Corneoretinal dystrophy (Bietti)-- Long-term course of one patient over a period of 30 years, and interindividual variability of clinical and electrophysiological findings in two patients

Abstract

A tapetoretinal dystrophy with crystalline deposits of the retina and limbal cornea was described by Bietti in 1937. To date, only a few cases with long-term follow up have been reported. Two patients are presented including the clinical findings, fluorescein angiography, electrophysiology [electroretinography (ERG); electrooculography (EOG), multifocal electroretinography (MERG)], adaptometry, and transmission electron microscopy (TEM) of peripheral blood lymphocytes. The clinical findings were at least in part documented over a period of 30 years. The most striking features were deposits in the retina and cornea associated with crystalloid lysosomal inclusions in peripheral lymphocytes, and choroidal atrophy especially in advanced stages of the disease.
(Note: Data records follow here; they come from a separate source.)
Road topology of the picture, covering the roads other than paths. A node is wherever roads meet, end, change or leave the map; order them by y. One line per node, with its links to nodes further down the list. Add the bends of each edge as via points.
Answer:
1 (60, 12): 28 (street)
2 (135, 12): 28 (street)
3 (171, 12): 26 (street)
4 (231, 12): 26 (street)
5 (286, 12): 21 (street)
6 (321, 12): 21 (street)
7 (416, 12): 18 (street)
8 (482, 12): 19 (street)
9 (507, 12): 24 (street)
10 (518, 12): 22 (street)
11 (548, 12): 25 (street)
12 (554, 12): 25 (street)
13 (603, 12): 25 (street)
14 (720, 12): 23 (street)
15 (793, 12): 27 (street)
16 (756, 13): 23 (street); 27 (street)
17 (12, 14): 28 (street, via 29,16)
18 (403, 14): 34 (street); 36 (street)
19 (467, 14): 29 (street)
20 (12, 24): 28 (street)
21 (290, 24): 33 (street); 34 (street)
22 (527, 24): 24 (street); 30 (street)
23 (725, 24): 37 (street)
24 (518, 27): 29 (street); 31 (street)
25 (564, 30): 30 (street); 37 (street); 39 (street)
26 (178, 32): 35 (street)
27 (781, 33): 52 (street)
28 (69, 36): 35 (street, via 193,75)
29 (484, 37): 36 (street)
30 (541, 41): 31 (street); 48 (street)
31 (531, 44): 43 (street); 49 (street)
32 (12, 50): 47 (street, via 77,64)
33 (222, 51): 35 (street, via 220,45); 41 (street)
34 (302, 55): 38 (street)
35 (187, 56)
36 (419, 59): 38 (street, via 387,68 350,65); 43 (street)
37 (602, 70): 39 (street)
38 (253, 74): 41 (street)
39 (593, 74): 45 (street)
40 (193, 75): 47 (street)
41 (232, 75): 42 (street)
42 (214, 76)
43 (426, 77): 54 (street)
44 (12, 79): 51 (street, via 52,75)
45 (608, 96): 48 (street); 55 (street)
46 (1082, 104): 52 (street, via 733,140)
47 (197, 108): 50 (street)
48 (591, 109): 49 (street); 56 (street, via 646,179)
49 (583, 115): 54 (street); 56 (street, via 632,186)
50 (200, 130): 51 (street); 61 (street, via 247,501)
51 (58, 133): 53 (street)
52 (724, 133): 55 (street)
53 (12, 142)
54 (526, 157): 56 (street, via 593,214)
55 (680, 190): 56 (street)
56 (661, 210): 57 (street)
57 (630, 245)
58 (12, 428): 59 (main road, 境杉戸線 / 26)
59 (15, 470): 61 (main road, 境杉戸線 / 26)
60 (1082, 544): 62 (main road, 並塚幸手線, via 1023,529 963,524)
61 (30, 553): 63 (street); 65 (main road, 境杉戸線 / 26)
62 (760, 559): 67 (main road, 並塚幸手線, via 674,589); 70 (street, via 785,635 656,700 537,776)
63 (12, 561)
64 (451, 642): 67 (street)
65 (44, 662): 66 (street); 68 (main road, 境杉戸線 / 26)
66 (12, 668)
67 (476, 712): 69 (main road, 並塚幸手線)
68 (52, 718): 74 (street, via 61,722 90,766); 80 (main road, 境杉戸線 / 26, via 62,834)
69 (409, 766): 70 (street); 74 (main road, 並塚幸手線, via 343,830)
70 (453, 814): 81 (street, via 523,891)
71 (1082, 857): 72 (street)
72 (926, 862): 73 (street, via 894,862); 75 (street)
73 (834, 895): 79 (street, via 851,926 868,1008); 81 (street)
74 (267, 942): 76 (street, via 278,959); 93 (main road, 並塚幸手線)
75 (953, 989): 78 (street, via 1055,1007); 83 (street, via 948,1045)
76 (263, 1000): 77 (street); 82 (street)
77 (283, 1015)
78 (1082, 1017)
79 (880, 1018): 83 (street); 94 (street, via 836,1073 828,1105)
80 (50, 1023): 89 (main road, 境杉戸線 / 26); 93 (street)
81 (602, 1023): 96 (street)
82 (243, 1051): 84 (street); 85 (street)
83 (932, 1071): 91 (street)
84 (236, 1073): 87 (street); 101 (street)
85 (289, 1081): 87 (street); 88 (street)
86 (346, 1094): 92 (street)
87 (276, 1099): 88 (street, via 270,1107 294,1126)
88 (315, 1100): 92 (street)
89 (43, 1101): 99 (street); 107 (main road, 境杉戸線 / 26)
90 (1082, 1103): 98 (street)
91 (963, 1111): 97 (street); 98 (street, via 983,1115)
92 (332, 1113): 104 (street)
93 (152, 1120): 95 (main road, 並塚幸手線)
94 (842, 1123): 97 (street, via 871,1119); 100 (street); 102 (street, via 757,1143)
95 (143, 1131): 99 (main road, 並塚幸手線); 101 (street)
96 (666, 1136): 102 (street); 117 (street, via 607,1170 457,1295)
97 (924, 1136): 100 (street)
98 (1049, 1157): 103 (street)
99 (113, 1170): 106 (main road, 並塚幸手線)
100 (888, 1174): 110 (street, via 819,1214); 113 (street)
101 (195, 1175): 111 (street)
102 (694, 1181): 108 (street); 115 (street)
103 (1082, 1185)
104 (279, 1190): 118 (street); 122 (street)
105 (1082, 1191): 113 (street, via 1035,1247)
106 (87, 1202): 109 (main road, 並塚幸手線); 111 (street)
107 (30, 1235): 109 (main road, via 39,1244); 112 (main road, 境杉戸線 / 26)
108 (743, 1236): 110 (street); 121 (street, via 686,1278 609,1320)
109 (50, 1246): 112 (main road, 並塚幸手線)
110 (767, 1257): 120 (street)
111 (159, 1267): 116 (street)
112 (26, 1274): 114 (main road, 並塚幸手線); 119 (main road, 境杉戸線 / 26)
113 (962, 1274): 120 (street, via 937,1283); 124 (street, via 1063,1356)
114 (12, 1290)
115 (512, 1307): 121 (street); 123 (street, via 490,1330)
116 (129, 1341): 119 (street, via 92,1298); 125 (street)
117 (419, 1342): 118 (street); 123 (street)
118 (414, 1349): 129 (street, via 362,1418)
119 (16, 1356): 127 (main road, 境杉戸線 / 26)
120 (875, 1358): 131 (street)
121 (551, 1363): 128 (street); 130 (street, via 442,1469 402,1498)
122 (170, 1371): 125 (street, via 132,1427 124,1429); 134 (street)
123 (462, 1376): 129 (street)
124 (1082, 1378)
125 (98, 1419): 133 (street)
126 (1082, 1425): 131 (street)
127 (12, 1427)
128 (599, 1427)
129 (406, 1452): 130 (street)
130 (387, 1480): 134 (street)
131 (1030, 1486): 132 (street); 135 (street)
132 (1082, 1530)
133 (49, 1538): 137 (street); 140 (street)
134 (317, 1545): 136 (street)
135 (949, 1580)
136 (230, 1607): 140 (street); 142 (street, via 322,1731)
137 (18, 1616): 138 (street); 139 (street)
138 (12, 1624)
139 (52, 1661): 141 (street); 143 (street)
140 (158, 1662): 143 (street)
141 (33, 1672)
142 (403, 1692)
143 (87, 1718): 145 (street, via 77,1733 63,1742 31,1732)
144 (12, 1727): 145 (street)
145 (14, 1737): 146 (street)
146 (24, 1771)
The light rise (EOG), rod- and cone-driven responses (ERG), the responses of the MERG and visual fields were affected progressively during the course. These advanced changes of the retinal pigment epithelium and choriocapillaris were observed in the 2(nd) decade already. The findings of deposits in the cornea, retina and lymphocytes may help to differentiate BCD from other chorioretinal dystrophies. The results confirm a variable course in clinical expression of BCD between individuals.